PROBLEM STATEMENT: Please copy out all lines of the entries that contain the word "Turn".

Stored data entries
=== Begin Enclosure ===
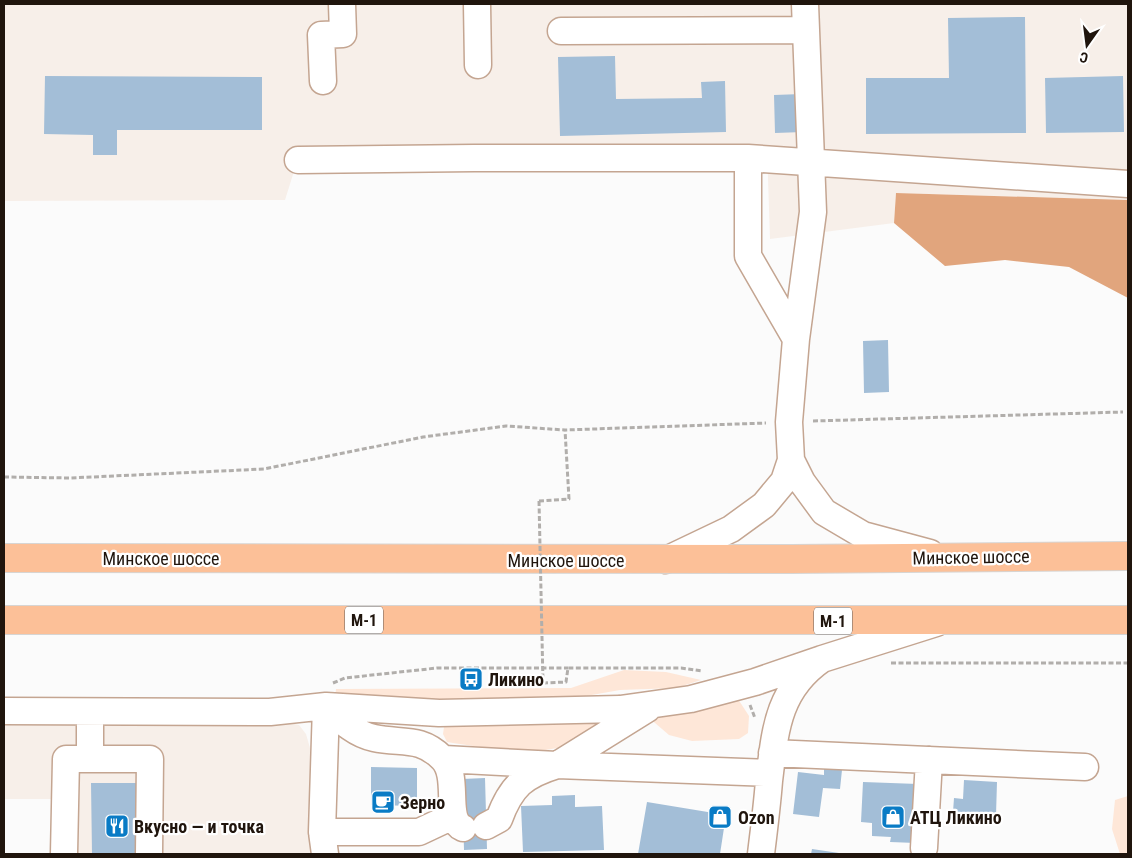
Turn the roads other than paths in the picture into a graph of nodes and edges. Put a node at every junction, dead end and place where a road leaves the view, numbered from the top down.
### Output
1 (342, 4) edge
2 (477, 4) edge
3 (805, 4) edge
4 (806, 30) junction
5 (561, 31) dead end
6 (478, 65) dead end
7 (323, 81) dead end
8 (748, 158) junction
9 (298, 160) dead end
10 (811, 162) junction
11 (1128, 184) edge
12 (796, 339) junction
13 (791, 460) junction
14 (1128, 556) edge
15 (4, 558) edge
16 (946, 558) junction
17 (666, 560) junction
18 (4, 620) edge
19 (1128, 620) edge
20 (942, 621) junction
21 (822, 659) junction
22 (745, 684) junction
23 (326, 696) junction
24 (654, 705) junction
25 (4, 711) edge
26 (90, 712) junction
27 (780, 717) junction
28 (90, 759) junction
29 (444, 759) junction
30 (929, 760) junction
31 (771, 763) junction
32 (557, 765) junction
33 (1085, 767) dead end
34 (467, 824) junction
35 (324, 843) edge
36 (924, 848) dead end
37 (64, 854) edge
38 (149, 854) edge
39 (761, 854) edge

1 - 7 street
2 - 6 street
3 - 4 street
4 - 5 street
4 - 10 street
8 - 9 street
8 - 10 street
8 - 12 street
10 - 11 street
10 - 12 street
12 - 13 street
13 - 16 street
13 - 17 street
14 - 16 highway, Минское шоссе
15 - 17 highway, Минское шоссе
16 - 17 highway, Минское шоссе
18 - 20 highway, М-1
19 - 20 highway, М-1
20 - 21 street
21 - 22 street
21 - 27 street
22 - 24 street
22 - 27 street
23 - 24 street
23 - 26 street
23 - 29 street
23 - 35 street
24 - 32 street
25 - 26 street
26 - 28 street
27 - 31 street
28 - 37 street
28 - 38 street
29 - 32 street
29 - 34 street
30 - 31 street
30 - 33 street
30 - 36 street
31 - 32 street
31 - 39 street
32 - 34 street
34 - 35 street

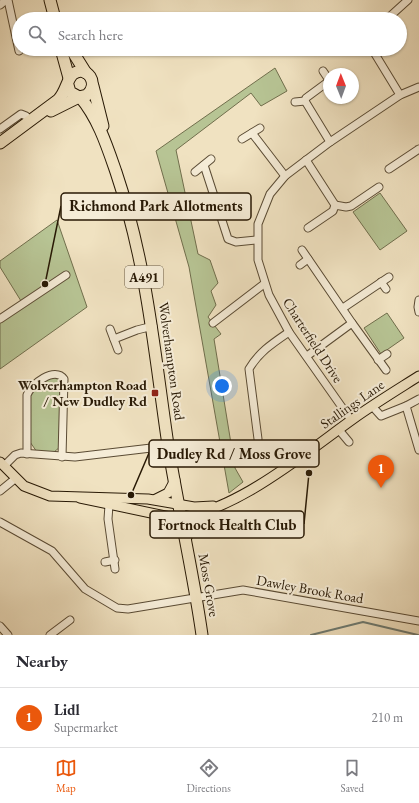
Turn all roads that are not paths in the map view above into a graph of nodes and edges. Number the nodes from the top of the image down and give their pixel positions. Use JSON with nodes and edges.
=== End Enclosure ===
RESULT OF THIS TASK:
Turn the roads other than paths in the picture into a graph of nodes and edges. Put a node at every junction, dead end and place where a road leaves the view, numbered from the top down.
Turn all roads that are not paths in the map view above into a graph of nodes and edges. Number the nodes from the top of the image down and give their pixel positions. Use JSON with nodes and edges.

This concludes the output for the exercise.